____ DATA FOR REVIEW
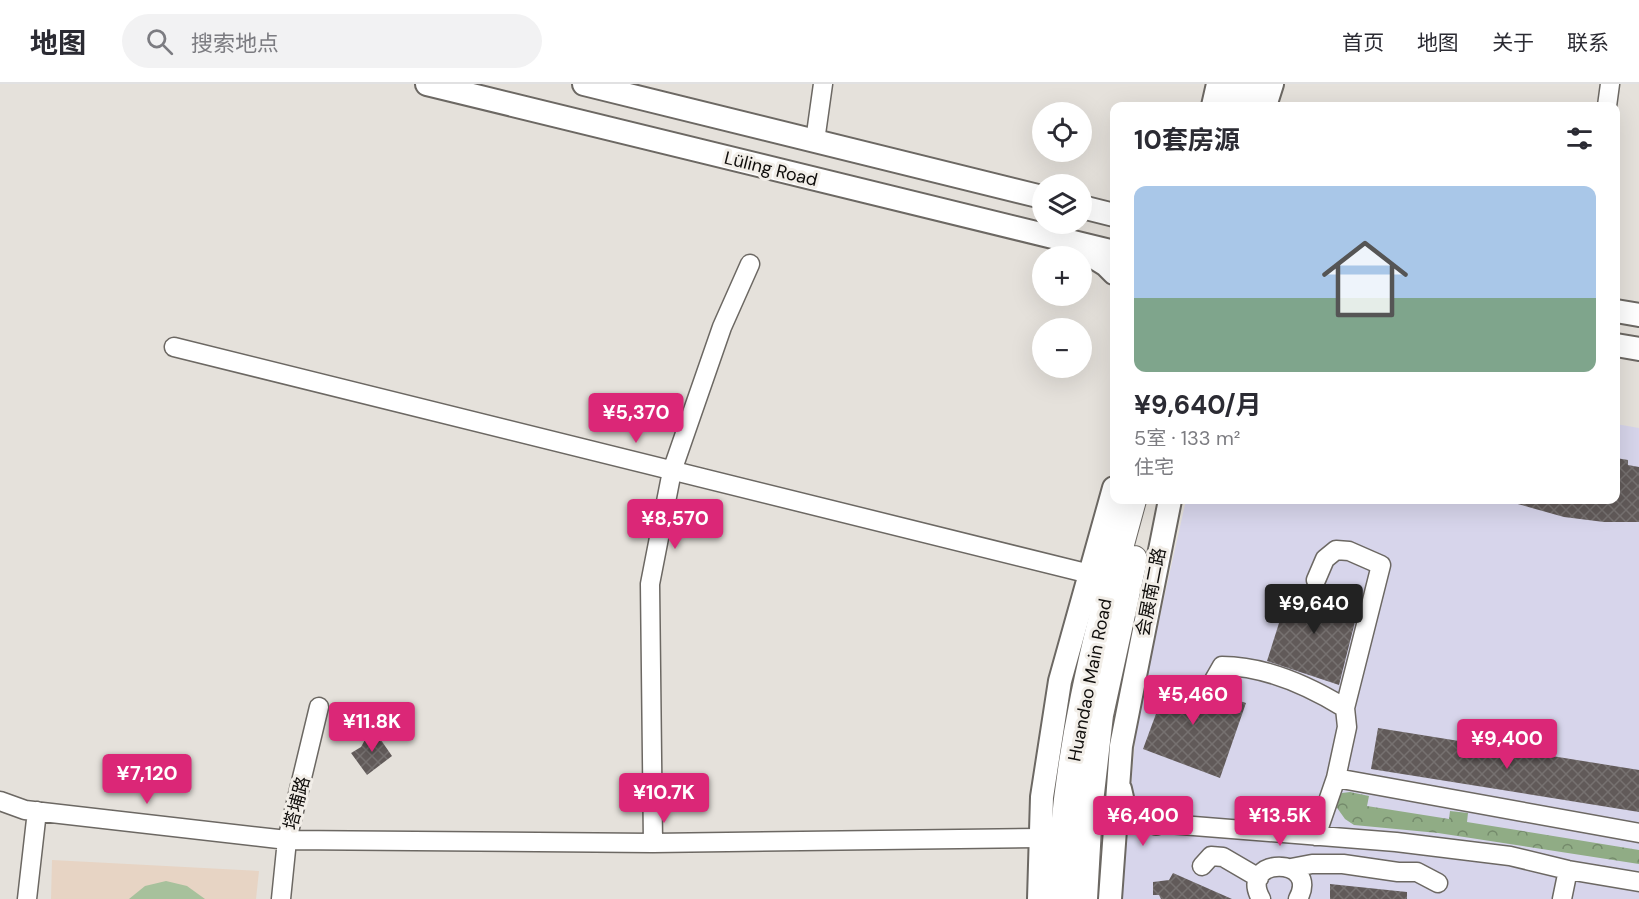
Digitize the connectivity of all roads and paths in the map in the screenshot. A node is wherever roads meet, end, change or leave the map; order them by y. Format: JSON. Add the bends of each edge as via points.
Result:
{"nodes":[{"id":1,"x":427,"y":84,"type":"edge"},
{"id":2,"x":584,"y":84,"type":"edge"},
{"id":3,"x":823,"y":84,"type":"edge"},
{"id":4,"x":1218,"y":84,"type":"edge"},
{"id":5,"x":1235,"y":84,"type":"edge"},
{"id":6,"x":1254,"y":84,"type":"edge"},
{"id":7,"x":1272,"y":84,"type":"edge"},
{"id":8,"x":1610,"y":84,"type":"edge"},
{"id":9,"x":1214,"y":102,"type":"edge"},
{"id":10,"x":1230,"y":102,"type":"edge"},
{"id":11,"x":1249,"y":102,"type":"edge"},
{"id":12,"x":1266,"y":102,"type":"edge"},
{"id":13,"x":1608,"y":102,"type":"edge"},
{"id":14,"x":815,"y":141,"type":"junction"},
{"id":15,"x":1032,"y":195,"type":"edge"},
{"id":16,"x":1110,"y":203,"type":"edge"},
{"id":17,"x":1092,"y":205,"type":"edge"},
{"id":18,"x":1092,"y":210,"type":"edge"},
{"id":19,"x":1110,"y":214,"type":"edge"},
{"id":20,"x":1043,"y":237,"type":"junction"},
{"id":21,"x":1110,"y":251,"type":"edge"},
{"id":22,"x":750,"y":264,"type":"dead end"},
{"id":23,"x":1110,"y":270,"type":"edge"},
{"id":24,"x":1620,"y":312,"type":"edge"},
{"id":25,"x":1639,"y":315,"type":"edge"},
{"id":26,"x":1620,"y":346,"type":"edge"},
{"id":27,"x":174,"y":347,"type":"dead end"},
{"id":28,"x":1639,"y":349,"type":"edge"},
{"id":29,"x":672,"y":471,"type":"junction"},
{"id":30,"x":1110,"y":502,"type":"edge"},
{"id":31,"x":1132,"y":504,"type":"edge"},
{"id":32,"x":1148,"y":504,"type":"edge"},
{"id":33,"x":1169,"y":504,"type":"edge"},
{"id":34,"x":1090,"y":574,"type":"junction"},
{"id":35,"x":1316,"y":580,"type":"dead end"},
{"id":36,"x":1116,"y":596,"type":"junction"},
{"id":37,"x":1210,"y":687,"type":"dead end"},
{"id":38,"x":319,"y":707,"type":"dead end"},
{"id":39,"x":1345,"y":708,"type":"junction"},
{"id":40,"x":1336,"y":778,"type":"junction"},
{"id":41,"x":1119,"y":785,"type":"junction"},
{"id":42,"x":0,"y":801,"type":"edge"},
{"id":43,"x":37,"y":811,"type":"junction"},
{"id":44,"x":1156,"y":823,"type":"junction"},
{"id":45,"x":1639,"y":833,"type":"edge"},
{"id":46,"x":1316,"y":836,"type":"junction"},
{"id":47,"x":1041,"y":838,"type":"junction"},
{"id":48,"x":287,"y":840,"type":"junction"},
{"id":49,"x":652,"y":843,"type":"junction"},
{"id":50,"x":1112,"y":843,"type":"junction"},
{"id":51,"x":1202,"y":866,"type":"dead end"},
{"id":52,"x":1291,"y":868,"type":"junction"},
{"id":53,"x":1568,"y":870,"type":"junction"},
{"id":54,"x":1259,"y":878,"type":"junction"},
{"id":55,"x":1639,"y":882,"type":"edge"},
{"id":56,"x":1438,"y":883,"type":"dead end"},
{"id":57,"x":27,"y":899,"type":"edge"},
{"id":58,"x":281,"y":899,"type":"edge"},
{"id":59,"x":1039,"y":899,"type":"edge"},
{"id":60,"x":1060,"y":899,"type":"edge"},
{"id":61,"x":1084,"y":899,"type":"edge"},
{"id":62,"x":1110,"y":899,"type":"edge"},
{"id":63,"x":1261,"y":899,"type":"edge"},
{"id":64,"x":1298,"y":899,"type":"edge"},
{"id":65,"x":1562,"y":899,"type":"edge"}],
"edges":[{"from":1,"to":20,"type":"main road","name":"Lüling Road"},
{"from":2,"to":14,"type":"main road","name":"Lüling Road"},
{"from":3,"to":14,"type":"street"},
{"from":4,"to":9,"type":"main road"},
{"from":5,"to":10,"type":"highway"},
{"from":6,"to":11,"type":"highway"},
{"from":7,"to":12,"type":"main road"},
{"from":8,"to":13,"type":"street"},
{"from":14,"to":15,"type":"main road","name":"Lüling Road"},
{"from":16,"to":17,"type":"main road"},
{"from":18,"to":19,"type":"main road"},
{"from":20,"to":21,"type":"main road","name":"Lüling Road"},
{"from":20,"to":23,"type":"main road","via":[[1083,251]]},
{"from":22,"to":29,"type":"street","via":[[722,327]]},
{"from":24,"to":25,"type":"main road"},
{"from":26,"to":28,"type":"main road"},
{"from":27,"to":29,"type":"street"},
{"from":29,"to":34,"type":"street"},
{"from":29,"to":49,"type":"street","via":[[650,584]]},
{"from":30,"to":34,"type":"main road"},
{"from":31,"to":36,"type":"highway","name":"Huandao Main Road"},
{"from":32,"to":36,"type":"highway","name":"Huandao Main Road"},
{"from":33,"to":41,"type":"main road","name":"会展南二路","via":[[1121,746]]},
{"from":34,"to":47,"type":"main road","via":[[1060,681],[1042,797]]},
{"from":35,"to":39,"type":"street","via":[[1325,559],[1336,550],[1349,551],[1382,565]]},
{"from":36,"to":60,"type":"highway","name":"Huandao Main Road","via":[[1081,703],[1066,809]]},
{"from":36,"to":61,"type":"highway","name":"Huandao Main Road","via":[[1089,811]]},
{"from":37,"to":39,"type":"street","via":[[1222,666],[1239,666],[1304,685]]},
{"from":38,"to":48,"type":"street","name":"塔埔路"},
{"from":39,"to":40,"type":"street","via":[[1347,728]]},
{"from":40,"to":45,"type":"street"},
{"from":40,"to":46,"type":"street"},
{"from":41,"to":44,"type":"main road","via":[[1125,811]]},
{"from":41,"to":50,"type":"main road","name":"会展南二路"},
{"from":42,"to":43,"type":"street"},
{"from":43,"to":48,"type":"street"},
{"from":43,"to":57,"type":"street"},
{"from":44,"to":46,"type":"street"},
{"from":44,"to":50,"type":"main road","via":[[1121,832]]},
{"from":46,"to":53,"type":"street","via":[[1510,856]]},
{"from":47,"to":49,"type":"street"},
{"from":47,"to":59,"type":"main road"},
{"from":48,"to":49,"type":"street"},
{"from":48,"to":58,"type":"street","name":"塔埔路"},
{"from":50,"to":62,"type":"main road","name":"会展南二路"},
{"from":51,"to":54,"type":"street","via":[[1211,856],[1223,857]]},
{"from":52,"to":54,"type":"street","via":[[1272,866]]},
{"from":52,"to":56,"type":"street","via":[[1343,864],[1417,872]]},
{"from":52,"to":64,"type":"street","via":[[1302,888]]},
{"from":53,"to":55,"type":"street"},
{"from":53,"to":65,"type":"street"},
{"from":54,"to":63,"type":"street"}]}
________
**EXERCISE OBJECTIVE**: Please reproduce the records above exactly, omitting every picture.

**WRITTEN ANSWER**:
Digitize the connectivity of all roads and paths in the map in the screenshot. A node is wherever roads meet, end, change or leave the map; order them by y. Format: JSON. Add the bends of each edge as via points.
Result:
{"nodes":[{"id":1,"x":427,"y":84,"type":"edge"},
{"id":2,"x":584,"y":84,"type":"edge"},
{"id":3,"x":823,"y":84,"type":"edge"},
{"id":4,"x":1218,"y":84,"type":"edge"},
{"id":5,"x":1235,"y":84,"type":"edge"},
{"id":6,"x":1254,"y":84,"type":"edge"},
{"id":7,"x":1272,"y":84,"type":"edge"},
{"id":8,"x":1610,"y":84,"type":"edge"},
{"id":9,"x":1214,"y":102,"type":"edge"},
{"id":10,"x":1230,"y":102,"type":"edge"},
{"id":11,"x":1249,"y":102,"type":"edge"},
{"id":12,"x":1266,"y":102,"type":"edge"},
{"id":13,"x":1608,"y":102,"type":"edge"},
{"id":14,"x":815,"y":141,"type":"junction"},
{"id":15,"x":1032,"y":195,"type":"edge"},
{"id":16,"x":1110,"y":203,"type":"edge"},
{"id":17,"x":1092,"y":205,"type":"edge"},
{"id":18,"x":1092,"y":210,"type":"edge"},
{"id":19,"x":1110,"y":214,"type":"edge"},
{"id":20,"x":1043,"y":237,"type":"junction"},
{"id":21,"x":1110,"y":251,"type":"edge"},
{"id":22,"x":750,"y":264,"type":"dead end"},
{"id":23,"x":1110,"y":270,"type":"edge"},
{"id":24,"x":1620,"y":312,"type":"edge"},
{"id":25,"x":1639,"y":315,"type":"edge"},
{"id":26,"x":1620,"y":346,"type":"edge"},
{"id":27,"x":174,"y":347,"type":"dead end"},
{"id":28,"x":1639,"y":349,"type":"edge"},
{"id":29,"x":672,"y":471,"type":"junction"},
{"id":30,"x":1110,"y":502,"type":"edge"},
{"id":31,"x":1132,"y":504,"type":"edge"},
{"id":32,"x":1148,"y":504,"type":"edge"},
{"id":33,"x":1169,"y":504,"type":"edge"},
{"id":34,"x":1090,"y":574,"type":"junction"},
{"id":35,"x":1316,"y":580,"type":"dead end"},
{"id":36,"x":1116,"y":596,"type":"junction"},
{"id":37,"x":1210,"y":687,"type":"dead end"},
{"id":38,"x":319,"y":707,"type":"dead end"},
{"id":39,"x":1345,"y":708,"type":"junction"},
{"id":40,"x":1336,"y":778,"type":"junction"},
{"id":41,"x":1119,"y":785,"type":"junction"},
{"id":42,"x":0,"y":801,"type":"edge"},
{"id":43,"x":37,"y":811,"type":"junction"},
{"id":44,"x":1156,"y":823,"type":"junction"},
{"id":45,"x":1639,"y":833,"type":"edge"},
{"id":46,"x":1316,"y":836,"type":"junction"},
{"id":47,"x":1041,"y":838,"type":"junction"},
{"id":48,"x":287,"y":840,"type":"junction"},
{"id":49,"x":652,"y":843,"type":"junction"},
{"id":50,"x":1112,"y":843,"type":"junction"},
{"id":51,"x":1202,"y":866,"type":"dead end"},
{"id":52,"x":1291,"y":868,"type":"junction"},
{"id":53,"x":1568,"y":870,"type":"junction"},
{"id":54,"x":1259,"y":878,"type":"junction"},
{"id":55,"x":1639,"y":882,"type":"edge"},
{"id":56,"x":1438,"y":883,"type":"dead end"},
{"id":57,"x":27,"y":899,"type":"edge"},
{"id":58,"x":281,"y":899,"type":"edge"},
{"id":59,"x":1039,"y":899,"type":"edge"},
{"id":60,"x":1060,"y":899,"type":"edge"},
{"id":61,"x":1084,"y":899,"type":"edge"},
{"id":62,"x":1110,"y":899,"type":"edge"},
{"id":63,"x":1261,"y":899,"type":"edge"},
{"id":64,"x":1298,"y":899,"type":"edge"},
{"id":65,"x":1562,"y":899,"type":"edge"}],
"edges":[{"from":1,"to":20,"type":"main road","name":"Lüling Road"},
{"from":2,"to":14,"type":"main road","name":"Lüling Road"},
{"from":3,"to":14,"type":"street"},
{"from":4,"to":9,"type":"main road"},
{"from":5,"to":10,"type":"highway"},
{"from":6,"to":11,"type":"highway"},
{"from":7,"to":12,"type":"main road"},
{"from":8,"to":13,"type":"street"},
{"from":14,"to":15,"type":"main road","name":"Lüling Road"},
{"from":16,"to":17,"type":"main road"},
{"from":18,"to":19,"type":"main road"},
{"from":20,"to":21,"type":"main road","name":"Lüling Road"},
{"from":20,"to":23,"type":"main road","via":[[1083,251]]},
{"from":22,"to":29,"type":"street","via":[[722,327]]},
{"from":24,"to":25,"type":"main road"},
{"from":26,"to":28,"type":"main road"},
{"from":27,"to":29,"type":"street"},
{"from":29,"to":34,"type":"street"},
{"from":29,"to":49,"type":"street","via":[[650,584]]},
{"from":30,"to":34,"type":"main road"},
{"from":31,"to":36,"type":"highway","name":"Huandao Main Road"},
{"from":32,"to":36,"type":"highway","name":"Huandao Main Road"},
{"from":33,"to":41,"type":"main road","name":"会展南二路","via":[[1121,746]]},
{"from":34,"to":47,"type":"main road","via":[[1060,681],[1042,797]]},
{"from":35,"to":39,"type":"street","via":[[1325,559],[1336,550],[1349,551],[1382,565]]},
{"from":36,"to":60,"type":"highway","name":"Huandao Main Road","via":[[1081,703],[1066,809]]},
{"from":36,"to":61,"type":"highway","name":"Huandao Main Road","via":[[1089,811]]},
{"from":37,"to":39,"type":"street","via":[[1222,666],[1239,666],[1304,685]]},
{"from":38,"to":48,"type":"street","name":"塔埔路"},
{"from":39,"to":40,"type":"street","via":[[1347,728]]},
{"from":40,"to":45,"type":"street"},
{"from":40,"to":46,"type":"street"},
{"from":41,"to":44,"type":"main road","via":[[1125,811]]},
{"from":41,"to":50,"type":"main road","name":"会展南二路"},
{"from":42,"to":43,"type":"street"},
{"from":43,"to":48,"type":"street"},
{"from":43,"to":57,"type":"street"},
{"from":44,"to":46,"type":"street"},
{"from":44,"to":50,"type":"main road","via":[[1121,832]]},
{"from":46,"to":53,"type":"street","via":[[1510,856]]},
{"from":47,"to":49,"type":"street"},
{"from":47,"to":59,"type":"main road"},
{"from":48,"to":49,"type":"street"},
{"from":48,"to":58,"type":"street","name":"塔埔路"},
{"from":50,"to":62,"type":"main road","name":"会展南二路"},
{"from":51,"to":54,"type":"street","via":[[1211,856],[1223,857]]},
{"from":52,"to":54,"type":"street","via":[[1272,866]]},
{"from":52,"to":56,"type":"street","via":[[1343,864],[1417,872]]},
{"from":52,"to":64,"type":"street","via":[[1302,888]]},
{"from":53,"to":55,"type":"street"},
{"from":53,"to":65,"type":"street"},
{"from":54,"to":63,"type":"street"}]}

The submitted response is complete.